§ WORK ORDER
The expected response is the full set of records, unchanged.

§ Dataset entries

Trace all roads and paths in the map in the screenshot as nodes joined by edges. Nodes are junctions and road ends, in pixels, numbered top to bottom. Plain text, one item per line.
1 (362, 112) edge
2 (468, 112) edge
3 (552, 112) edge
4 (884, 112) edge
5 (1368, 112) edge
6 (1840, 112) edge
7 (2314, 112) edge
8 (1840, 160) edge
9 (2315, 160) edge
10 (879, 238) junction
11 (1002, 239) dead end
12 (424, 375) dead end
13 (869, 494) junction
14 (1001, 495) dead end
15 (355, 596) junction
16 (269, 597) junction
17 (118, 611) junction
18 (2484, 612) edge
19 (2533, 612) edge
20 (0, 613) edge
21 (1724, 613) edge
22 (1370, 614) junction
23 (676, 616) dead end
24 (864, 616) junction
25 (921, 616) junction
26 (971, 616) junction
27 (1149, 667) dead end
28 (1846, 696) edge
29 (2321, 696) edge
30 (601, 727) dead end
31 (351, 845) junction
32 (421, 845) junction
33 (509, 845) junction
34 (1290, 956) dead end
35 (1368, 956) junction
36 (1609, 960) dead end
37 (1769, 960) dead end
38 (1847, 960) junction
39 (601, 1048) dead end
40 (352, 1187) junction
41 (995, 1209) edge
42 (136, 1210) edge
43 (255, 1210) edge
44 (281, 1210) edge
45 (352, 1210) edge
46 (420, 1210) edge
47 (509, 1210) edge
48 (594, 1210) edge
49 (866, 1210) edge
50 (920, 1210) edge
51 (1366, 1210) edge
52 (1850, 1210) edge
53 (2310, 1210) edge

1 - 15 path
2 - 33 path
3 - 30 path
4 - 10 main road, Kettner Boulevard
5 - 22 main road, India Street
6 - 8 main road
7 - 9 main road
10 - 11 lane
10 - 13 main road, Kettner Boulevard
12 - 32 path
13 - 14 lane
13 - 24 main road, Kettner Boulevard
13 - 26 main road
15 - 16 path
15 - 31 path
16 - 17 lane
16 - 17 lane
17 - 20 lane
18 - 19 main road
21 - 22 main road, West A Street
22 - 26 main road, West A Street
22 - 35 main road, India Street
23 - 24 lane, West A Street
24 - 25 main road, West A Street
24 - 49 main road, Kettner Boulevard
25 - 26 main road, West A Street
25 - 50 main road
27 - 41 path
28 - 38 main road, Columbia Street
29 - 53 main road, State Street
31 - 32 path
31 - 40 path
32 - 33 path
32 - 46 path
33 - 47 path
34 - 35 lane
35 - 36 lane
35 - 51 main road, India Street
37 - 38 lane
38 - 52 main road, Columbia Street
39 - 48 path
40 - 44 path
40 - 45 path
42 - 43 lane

§ RESPONSE AREA
Trace all roads and paths in the map in the screenshot as nodes joined by edges. Nodes are junctions and road ends, in pixels, numbered top to bottom. Plain text, one item per line.
1 (362, 112) edge
2 (468, 112) edge
3 (552, 112) edge
4 (884, 112) edge
5 (1368, 112) edge
6 (1840, 112) edge
7 (2314, 112) edge
8 (1840, 160) edge
9 (2315, 160) edge
10 (879, 238) junction
11 (1002, 239) dead end
12 (424, 375) dead end
13 (869, 494) junction
14 (1001, 495) dead end
15 (355, 596) junction
16 (269, 597) junction
17 (118, 611) junction
18 (2484, 612) edge
19 (2533, 612) edge
20 (0, 613) edge
21 (1724, 613) edge
22 (1370, 614) junction
23 (676, 616) dead end
24 (864, 616) junction
25 (921, 616) junction
26 (971, 616) junction
27 (1149, 667) dead end
28 (1846, 696) edge
29 (2321, 696) edge
30 (601, 727) dead end
31 (351, 845) junction
32 (421, 845) junction
33 (509, 845) junction
34 (1290, 956) dead end
35 (1368, 956) junction
36 (1609, 960) dead end
37 (1769, 960) dead end
38 (1847, 960) junction
39 (601, 1048) dead end
40 (352, 1187) junction
41 (995, 1209) edge
42 (136, 1210) edge
43 (255, 1210) edge
44 (281, 1210) edge
45 (352, 1210) edge
46 (420, 1210) edge
47 (509, 1210) edge
48 (594, 1210) edge
49 (866, 1210) edge
50 (920, 1210) edge
51 (1366, 1210) edge
52 (1850, 1210) edge
53 (2310, 1210) edge

1 - 15 path
2 - 33 path
3 - 30 path
4 - 10 main road, Kettner Boulevard
5 - 22 main road, India Street
6 - 8 main road
7 - 9 main road
10 - 11 lane
10 - 13 main road, Kettner Boulevard
12 - 32 path
13 - 14 lane
13 - 24 main road, Kettner Boulevard
13 - 26 main road
15 - 16 path
15 - 31 path
16 - 17 lane
16 - 17 lane
17 - 20 lane
18 - 19 main road
21 - 22 main road, West A Street
22 - 26 main road, West A Street
22 - 35 main road, India Street
23 - 24 lane, West A Street
24 - 25 main road, West A Street
24 - 49 main road, Kettner Boulevard
25 - 26 main road, West A Street
25 - 50 main road
27 - 41 path
28 - 38 main road, Columbia Street
29 - 53 main road, State Street
31 - 32 path
31 - 40 path
32 - 33 path
32 - 46 path
33 - 47 path
34 - 35 lane
35 - 36 lane
35 - 51 main road, India Street
37 - 38 lane
38 - 52 main road, Columbia Street
39 - 48 path
40 - 44 path
40 - 45 path
42 - 43 lane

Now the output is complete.